▸ EXERCISE REQUIREMENTS
Word for word, copy the data that follows and skip its pictures.

**** MATERIAL FOR THE TASK ****

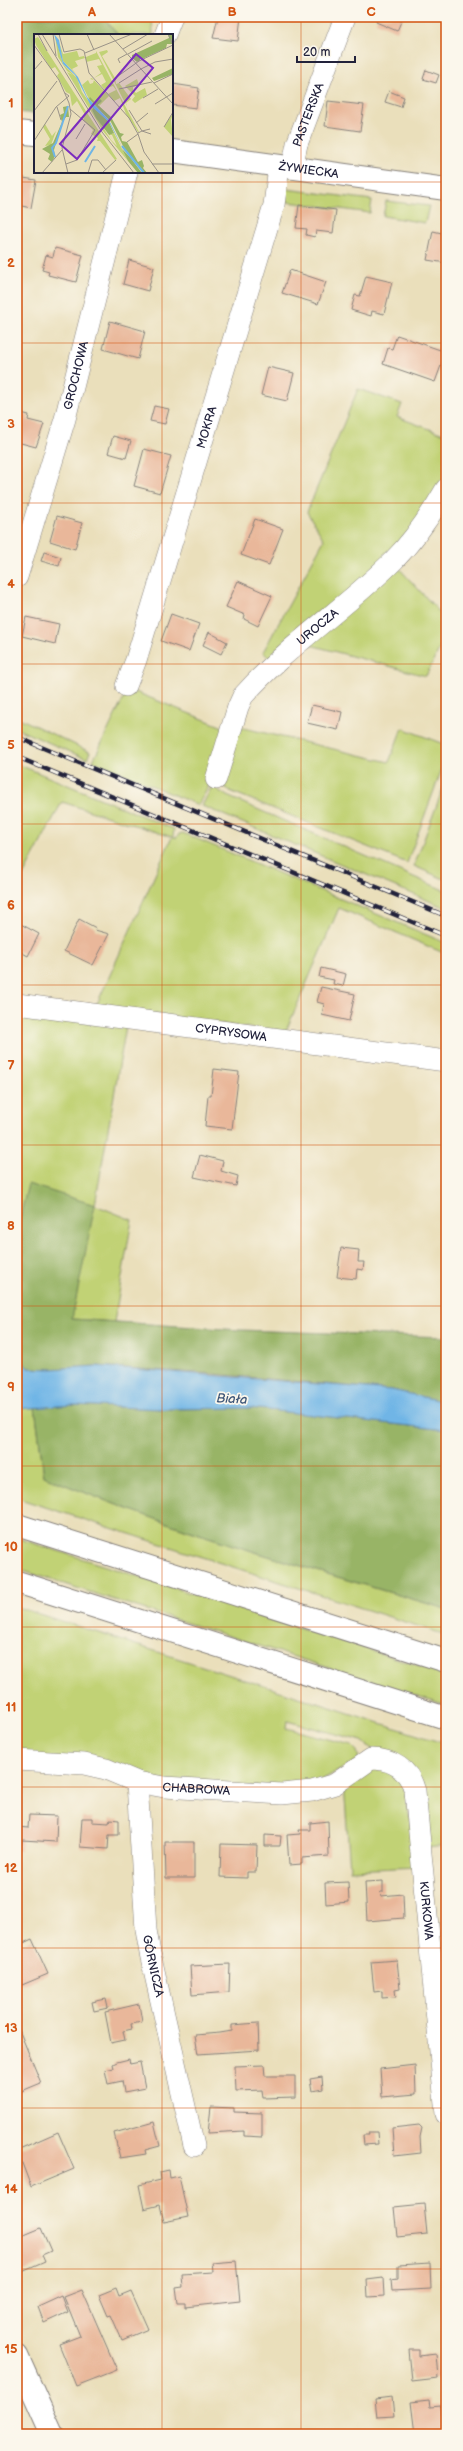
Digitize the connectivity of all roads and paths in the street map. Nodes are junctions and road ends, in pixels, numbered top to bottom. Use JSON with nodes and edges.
{"nodes":[{"id":1,"x":172,"y":17,"type":"edge"},
{"id":2,"x":345,"y":17,"type":"edge"},
{"id":3,"x":165,"y":34,"type":"edge"},
{"id":4,"x":17,"y":132,"type":"edge"},
{"id":5,"x":34,"y":134,"type":"edge"},
{"id":6,"x":173,"y":151,"type":"edge"},
{"id":7,"x":286,"y":167,"type":"junction"},
{"id":8,"x":126,"y":173,"type":"edge"},
{"id":9,"x":446,"y":189,"type":"edge"},
{"id":10,"x":446,"y":489,"type":"edge"},
{"id":11,"x":17,"y":577,"type":"edge"},
{"id":12,"x":126,"y":686,"type":"dead end"},
{"id":13,"x":216,"y":779,"type":"dead end"},
{"id":14,"x":17,"y":1004,"type":"edge"},
{"id":15,"x":446,"y":1061,"type":"edge"},
{"id":16,"x":17,"y":1525,"type":"edge"},
{"id":17,"x":17,"y":1582,"type":"edge"},
{"id":18,"x":446,"y":1661,"type":"edge"},
{"id":19,"x":446,"y":1718,"type":"edge"},
{"id":20,"x":371,"y":1759,"type":"joint"},
{"id":21,"x":17,"y":1760,"type":"edge"},
{"id":22,"x":137,"y":1782,"type":"junction"},
{"id":23,"x":446,"y":2114,"type":"edge"},
{"id":24,"x":194,"y":2146,"type":"dead end"},
{"id":25,"x":17,"y":2356,"type":"edge"},
{"id":26,"x":52,"y":2434,"type":"edge"}],
"edges":[{"from":1,"to":3,"type":"street"},
{"from":2,"to":7,"type":"street","name":"PASTERSKA"},
{"from":4,"to":5,"type":"main road"},
{"from":6,"to":7,"type":"main road","name":"ŻYWIECKA"},
{"from":7,"to":9,"type":"main road","name":"ŻYWIECKA"},
{"from":7,"to":12,"type":"street","name":"MOKRA"},
{"from":8,"to":11,"type":"street","name":"GROCHOWA"},
{"from":10,"to":13,"type":"street","name":"UROCZA"},
{"from":14,"to":15,"type":"street","name":"CYPRYSOWA"},
{"from":16,"to":18,"type":"main road"},
{"from":17,"to":19,"type":"main road"},
{"from":20,"to":22,"type":"street","name":"CHABROWA"},
{"from":20,"to":23,"type":"street","name":"KURKOWA"},
{"from":21,"to":22,"type":"street","name":"CHABROWA"},
{"from":22,"to":24,"type":"street","name":"GÓRNICZA"},
{"from":25,"to":26,"type":"main road"}]}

****

▸ TASK OUTPUT
Digitize the connectivity of all roads and paths in the street map. Nodes are junctions and road ends, in pixels, numbered top to bottom. Use JSON with nodes and edges.
{"nodes":[{"id":1,"x":172,"y":17,"type":"edge"},
{"id":2,"x":345,"y":17,"type":"edge"},
{"id":3,"x":165,"y":34,"type":"edge"},
{"id":4,"x":17,"y":132,"type":"edge"},
{"id":5,"x":34,"y":134,"type":"edge"},
{"id":6,"x":173,"y":151,"type":"edge"},
{"id":7,"x":286,"y":167,"type":"junction"},
{"id":8,"x":126,"y":173,"type":"edge"},
{"id":9,"x":446,"y":189,"type":"edge"},
{"id":10,"x":446,"y":489,"type":"edge"},
{"id":11,"x":17,"y":577,"type":"edge"},
{"id":12,"x":126,"y":686,"type":"dead end"},
{"id":13,"x":216,"y":779,"type":"dead end"},
{"id":14,"x":17,"y":1004,"type":"edge"},
{"id":15,"x":446,"y":1061,"type":"edge"},
{"id":16,"x":17,"y":1525,"type":"edge"},
{"id":17,"x":17,"y":1582,"type":"edge"},
{"id":18,"x":446,"y":1661,"type":"edge"},
{"id":19,"x":446,"y":1718,"type":"edge"},
{"id":20,"x":371,"y":1759,"type":"joint"},
{"id":21,"x":17,"y":1760,"type":"edge"},
{"id":22,"x":137,"y":1782,"type":"junction"},
{"id":23,"x":446,"y":2114,"type":"edge"},
{"id":24,"x":194,"y":2146,"type":"dead end"},
{"id":25,"x":17,"y":2356,"type":"edge"},
{"id":26,"x":52,"y":2434,"type":"edge"}],
"edges":[{"from":1,"to":3,"type":"street"},
{"from":2,"to":7,"type":"street","name":"PASTERSKA"},
{"from":4,"to":5,"type":"main road"},
{"from":6,"to":7,"type":"main road","name":"ŻYWIECKA"},
{"from":7,"to":9,"type":"main road","name":"ŻYWIECKA"},
{"from":7,"to":12,"type":"street","name":"MOKRA"},
{"from":8,"to":11,"type":"street","name":"GROCHOWA"},
{"from":10,"to":13,"type":"street","name":"UROCZA"},
{"from":14,"to":15,"type":"street","name":"CYPRYSOWA"},
{"from":16,"to":18,"type":"main road"},
{"from":17,"to":19,"type":"main road"},
{"from":20,"to":22,"type":"street","name":"CHABROWA"},
{"from":20,"to":23,"type":"street","name":"KURKOWA"},
{"from":21,"to":22,"type":"street","name":"CHABROWA"},
{"from":22,"to":24,"type":"street","name":"GÓRNICZA"},
{"from":25,"to":26,"type":"main road"}]}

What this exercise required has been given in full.